Write out the whole listing without a single alteration.

• • •

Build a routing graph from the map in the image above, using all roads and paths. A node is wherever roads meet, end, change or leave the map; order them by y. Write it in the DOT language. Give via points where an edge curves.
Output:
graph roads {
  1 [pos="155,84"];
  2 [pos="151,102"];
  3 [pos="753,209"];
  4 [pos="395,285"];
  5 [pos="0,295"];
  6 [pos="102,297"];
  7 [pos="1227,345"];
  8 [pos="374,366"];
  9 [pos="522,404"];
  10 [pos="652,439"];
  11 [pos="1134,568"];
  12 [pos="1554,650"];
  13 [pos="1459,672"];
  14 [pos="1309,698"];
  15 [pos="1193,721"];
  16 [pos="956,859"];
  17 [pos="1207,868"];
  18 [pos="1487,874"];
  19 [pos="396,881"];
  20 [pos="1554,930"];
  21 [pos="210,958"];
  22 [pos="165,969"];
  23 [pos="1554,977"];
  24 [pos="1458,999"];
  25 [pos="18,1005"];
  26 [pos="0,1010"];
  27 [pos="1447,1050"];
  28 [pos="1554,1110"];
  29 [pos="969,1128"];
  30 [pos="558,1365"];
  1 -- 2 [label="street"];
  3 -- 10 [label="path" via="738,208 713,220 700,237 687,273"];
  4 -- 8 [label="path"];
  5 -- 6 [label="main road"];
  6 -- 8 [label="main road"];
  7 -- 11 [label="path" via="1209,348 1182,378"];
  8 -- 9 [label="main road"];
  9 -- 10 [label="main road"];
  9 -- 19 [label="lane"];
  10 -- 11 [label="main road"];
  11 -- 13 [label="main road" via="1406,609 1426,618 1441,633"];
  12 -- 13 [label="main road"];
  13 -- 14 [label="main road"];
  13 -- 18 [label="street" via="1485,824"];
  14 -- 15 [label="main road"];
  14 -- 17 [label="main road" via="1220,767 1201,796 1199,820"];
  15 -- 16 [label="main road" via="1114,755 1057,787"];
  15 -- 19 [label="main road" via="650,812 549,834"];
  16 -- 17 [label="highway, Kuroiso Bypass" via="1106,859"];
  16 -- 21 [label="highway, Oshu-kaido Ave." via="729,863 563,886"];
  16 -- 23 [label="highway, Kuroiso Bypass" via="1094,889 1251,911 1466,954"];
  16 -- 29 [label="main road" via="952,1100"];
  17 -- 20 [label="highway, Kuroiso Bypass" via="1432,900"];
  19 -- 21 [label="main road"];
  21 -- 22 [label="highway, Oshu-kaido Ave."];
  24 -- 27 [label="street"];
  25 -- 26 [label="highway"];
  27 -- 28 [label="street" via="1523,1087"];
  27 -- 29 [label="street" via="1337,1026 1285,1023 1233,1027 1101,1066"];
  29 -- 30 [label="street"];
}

• • •

**RESULT:**
Build a routing graph from the map in the image above, using all roads and paths. A node is wherever roads meet, end, change or leave the map; order them by y. Write it in the DOT language. Give via points where an edge curves.
Output:
graph roads {
  1 [pos="155,84"];
  2 [pos="151,102"];
  3 [pos="753,209"];
  4 [pos="395,285"];
  5 [pos="0,295"];
  6 [pos="102,297"];
  7 [pos="1227,345"];
  8 [pos="374,366"];
  9 [pos="522,404"];
  10 [pos="652,439"];
  11 [pos="1134,568"];
  12 [pos="1554,650"];
  13 [pos="1459,672"];
  14 [pos="1309,698"];
  15 [pos="1193,721"];
  16 [pos="956,859"];
  17 [pos="1207,868"];
  18 [pos="1487,874"];
  19 [pos="396,881"];
  20 [pos="1554,930"];
  21 [pos="210,958"];
  22 [pos="165,969"];
  23 [pos="1554,977"];
  24 [pos="1458,999"];
  25 [pos="18,1005"];
  26 [pos="0,1010"];
  27 [pos="1447,1050"];
  28 [pos="1554,1110"];
  29 [pos="969,1128"];
  30 [pos="558,1365"];
  1 -- 2 [label="street"];
  3 -- 10 [label="path" via="738,208 713,220 700,237 687,273"];
  4 -- 8 [label="path"];
  5 -- 6 [label="main road"];
  6 -- 8 [label="main road"];
  7 -- 11 [label="path" via="1209,348 1182,378"];
  8 -- 9 [label="main road"];
  9 -- 10 [label="main road"];
  9 -- 19 [label="lane"];
  10 -- 11 [label="main road"];
  11 -- 13 [label="main road" via="1406,609 1426,618 1441,633"];
  12 -- 13 [label="main road"];
  13 -- 14 [label="main road"];
  13 -- 18 [label="street" via="1485,824"];
  14 -- 15 [label="main road"];
  14 -- 17 [label="main road" via="1220,767 1201,796 1199,820"];
  15 -- 16 [label="main road" via="1114,755 1057,787"];
  15 -- 19 [label="main road" via="650,812 549,834"];
  16 -- 17 [label="highway, Kuroiso Bypass" via="1106,859"];
  16 -- 21 [label="highway, Oshu-kaido Ave." via="729,863 563,886"];
  16 -- 23 [label="highway, Kuroiso Bypass" via="1094,889 1251,911 1466,954"];
  16 -- 29 [label="main road" via="952,1100"];
  17 -- 20 [label="highway, Kuroiso Bypass" via="1432,900"];
  19 -- 21 [label="main road"];
  21 -- 22 [label="highway, Oshu-kaido Ave."];
  24 -- 27 [label="street"];
  25 -- 26 [label="highway"];
  27 -- 28 [label="street" via="1523,1087"];
  27 -- 29 [label="street" via="1337,1026 1285,1023 1233,1027 1101,1066"];
  29 -- 30 [label="street"];
}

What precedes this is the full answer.